* [YOUR INSTRUCTIONS] Beginning with the line that holds "pinky tip: (813, 427)" in the data below, give again every line through the one that holds "pinky tip: (1093, 930)", exactly as written.
┄┄┄┄┄┄
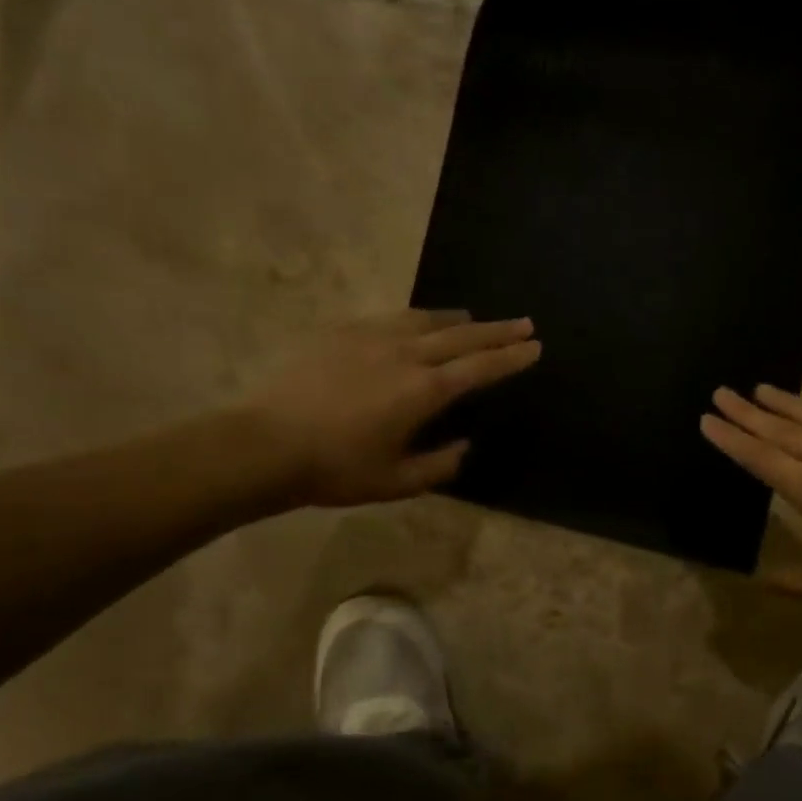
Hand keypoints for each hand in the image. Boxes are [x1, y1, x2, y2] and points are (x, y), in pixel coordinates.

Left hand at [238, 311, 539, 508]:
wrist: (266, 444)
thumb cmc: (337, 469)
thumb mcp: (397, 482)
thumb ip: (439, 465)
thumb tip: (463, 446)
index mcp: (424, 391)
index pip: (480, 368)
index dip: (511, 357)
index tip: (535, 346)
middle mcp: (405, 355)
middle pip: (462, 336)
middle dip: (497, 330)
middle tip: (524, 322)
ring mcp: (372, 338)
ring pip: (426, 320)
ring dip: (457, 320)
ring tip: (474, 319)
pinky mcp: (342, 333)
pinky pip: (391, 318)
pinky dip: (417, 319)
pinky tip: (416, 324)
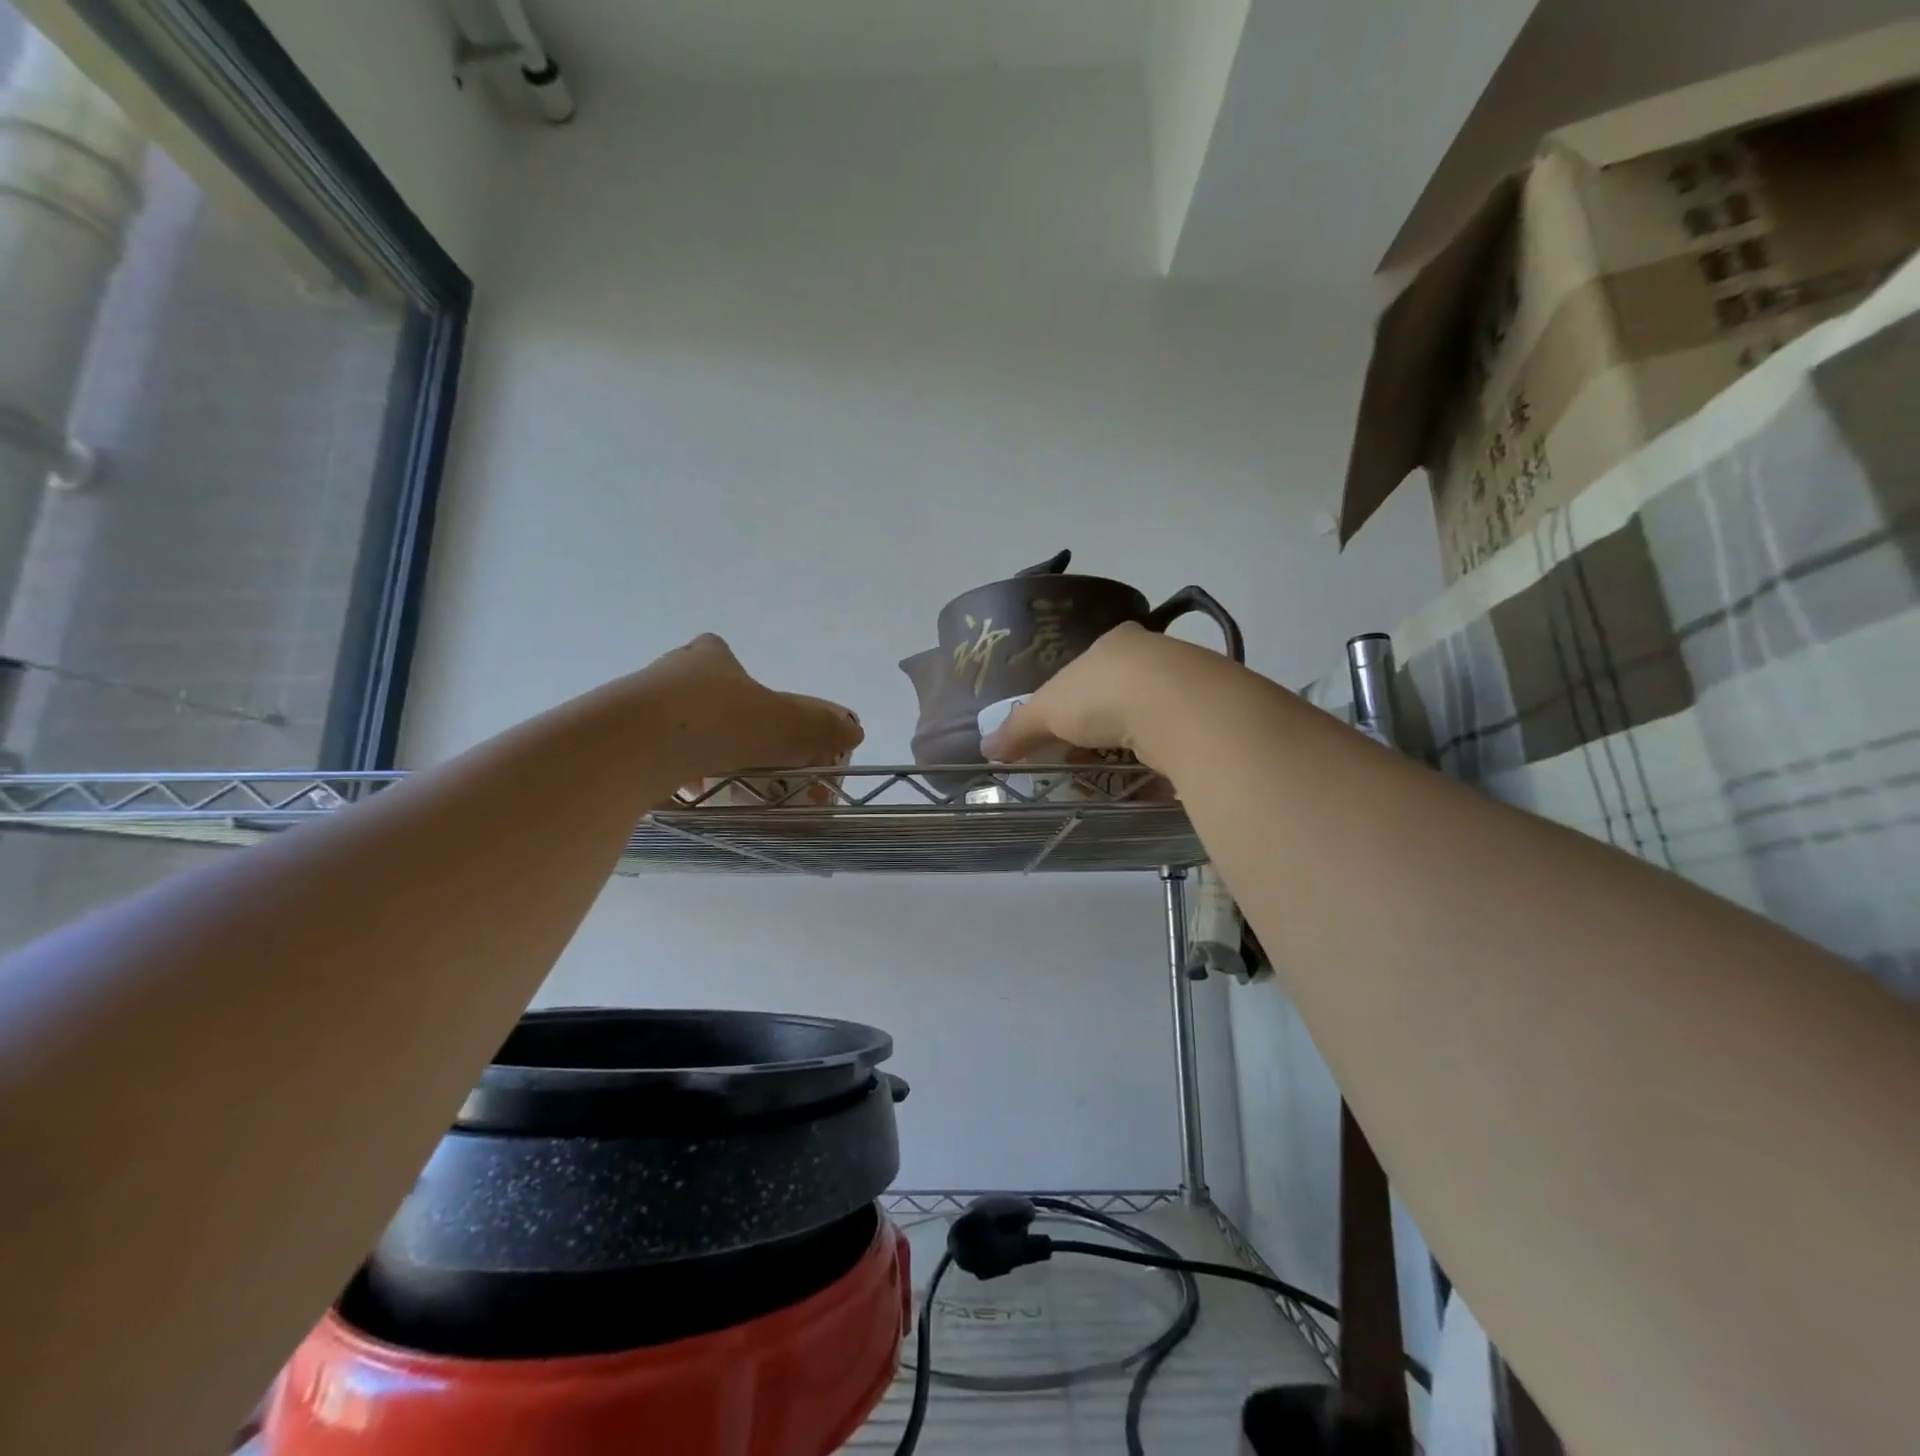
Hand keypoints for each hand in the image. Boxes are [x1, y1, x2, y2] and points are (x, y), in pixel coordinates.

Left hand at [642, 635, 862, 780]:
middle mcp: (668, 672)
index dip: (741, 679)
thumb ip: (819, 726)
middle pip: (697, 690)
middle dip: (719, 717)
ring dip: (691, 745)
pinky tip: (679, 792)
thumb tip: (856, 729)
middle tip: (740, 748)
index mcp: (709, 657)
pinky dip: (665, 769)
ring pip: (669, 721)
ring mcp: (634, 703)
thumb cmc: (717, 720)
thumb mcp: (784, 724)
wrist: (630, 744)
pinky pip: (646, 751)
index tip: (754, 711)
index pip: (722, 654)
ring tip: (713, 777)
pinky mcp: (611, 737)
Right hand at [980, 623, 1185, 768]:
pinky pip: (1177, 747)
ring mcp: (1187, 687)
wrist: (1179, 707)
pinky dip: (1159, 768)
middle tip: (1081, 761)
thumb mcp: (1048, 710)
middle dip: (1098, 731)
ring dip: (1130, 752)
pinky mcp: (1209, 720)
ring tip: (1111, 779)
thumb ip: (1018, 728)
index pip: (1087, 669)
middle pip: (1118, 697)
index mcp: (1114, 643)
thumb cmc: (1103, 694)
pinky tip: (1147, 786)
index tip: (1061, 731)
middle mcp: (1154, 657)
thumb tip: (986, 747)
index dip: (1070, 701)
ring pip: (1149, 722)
┄┄┄┄┄┄
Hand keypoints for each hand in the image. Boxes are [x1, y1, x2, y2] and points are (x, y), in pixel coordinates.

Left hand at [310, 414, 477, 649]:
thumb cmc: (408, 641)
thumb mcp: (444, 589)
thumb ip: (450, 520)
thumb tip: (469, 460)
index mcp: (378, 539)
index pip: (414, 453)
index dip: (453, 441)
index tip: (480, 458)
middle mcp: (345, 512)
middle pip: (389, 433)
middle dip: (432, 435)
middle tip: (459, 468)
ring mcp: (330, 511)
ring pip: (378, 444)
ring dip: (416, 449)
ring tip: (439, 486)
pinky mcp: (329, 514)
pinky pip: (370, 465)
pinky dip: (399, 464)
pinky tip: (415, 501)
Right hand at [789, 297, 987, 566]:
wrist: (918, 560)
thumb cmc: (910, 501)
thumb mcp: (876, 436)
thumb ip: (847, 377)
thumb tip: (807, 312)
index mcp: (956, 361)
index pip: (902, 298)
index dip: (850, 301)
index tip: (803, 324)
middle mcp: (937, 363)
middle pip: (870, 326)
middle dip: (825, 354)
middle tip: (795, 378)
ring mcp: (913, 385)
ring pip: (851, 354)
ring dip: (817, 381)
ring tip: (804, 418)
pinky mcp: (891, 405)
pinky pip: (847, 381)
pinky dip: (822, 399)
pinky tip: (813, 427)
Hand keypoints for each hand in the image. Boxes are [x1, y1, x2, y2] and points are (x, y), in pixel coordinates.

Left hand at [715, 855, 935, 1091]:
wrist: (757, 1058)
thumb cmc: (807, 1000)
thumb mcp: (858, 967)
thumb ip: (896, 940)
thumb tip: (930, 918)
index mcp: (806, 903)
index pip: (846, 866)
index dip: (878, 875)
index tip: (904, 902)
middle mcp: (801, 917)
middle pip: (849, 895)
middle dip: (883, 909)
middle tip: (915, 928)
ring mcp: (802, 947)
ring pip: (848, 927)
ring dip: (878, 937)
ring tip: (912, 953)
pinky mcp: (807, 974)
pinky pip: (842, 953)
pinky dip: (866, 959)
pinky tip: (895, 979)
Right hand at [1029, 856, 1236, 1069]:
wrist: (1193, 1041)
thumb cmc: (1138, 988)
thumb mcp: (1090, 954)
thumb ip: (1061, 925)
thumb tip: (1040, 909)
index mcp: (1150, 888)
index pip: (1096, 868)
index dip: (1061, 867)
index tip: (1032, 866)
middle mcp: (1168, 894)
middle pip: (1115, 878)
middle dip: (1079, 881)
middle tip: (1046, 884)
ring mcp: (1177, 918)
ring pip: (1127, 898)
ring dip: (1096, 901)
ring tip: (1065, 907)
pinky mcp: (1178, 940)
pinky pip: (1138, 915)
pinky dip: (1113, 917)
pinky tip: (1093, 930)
┄┄┄┄┄┄
* [WRITTEN RESPONSE]
pinky tip: (813, 427)
Hand keypoints for each hand in the image. Boxes are [x1, y1, x2, y2] and points are (x, y), in pixel coordinates.

Left hand at [715, 855, 935, 1091]:
wrist: (757, 1058)
thumb cmc: (807, 1000)
thumb mcp: (858, 967)
thumb ip: (896, 940)
thumb tip: (930, 918)
index mcp: (806, 903)
index pip: (846, 866)
index dip: (878, 875)
index tip: (904, 902)
middle mcp: (801, 917)
middle pip: (849, 895)
middle dip: (883, 909)
middle tip: (915, 928)
ring mcp: (802, 947)
ring pip: (848, 927)
ring dip: (878, 937)
ring tip: (912, 953)
pinky mcp: (807, 974)
pinky pip: (842, 953)
pinky dip: (866, 959)
pinky tip: (895, 979)
Right hand at [1029, 856, 1236, 1069]:
wrist: (1193, 1041)
thumb cmc: (1138, 988)
thumb mcp: (1090, 954)
thumb ip: (1061, 925)
thumb tip: (1040, 909)
index mcp: (1150, 888)
index pip: (1096, 868)
index dip: (1061, 867)
index tip: (1032, 866)
middle mcp: (1168, 894)
middle pip: (1115, 878)
middle dip: (1079, 881)
middle tip: (1046, 884)
ring mcp: (1177, 918)
ring pip: (1127, 898)
ring dip: (1096, 901)
ring tip: (1065, 907)
pinky mcp: (1178, 940)
pinky pip: (1138, 915)
pinky dip: (1113, 917)
pinky tip: (1093, 930)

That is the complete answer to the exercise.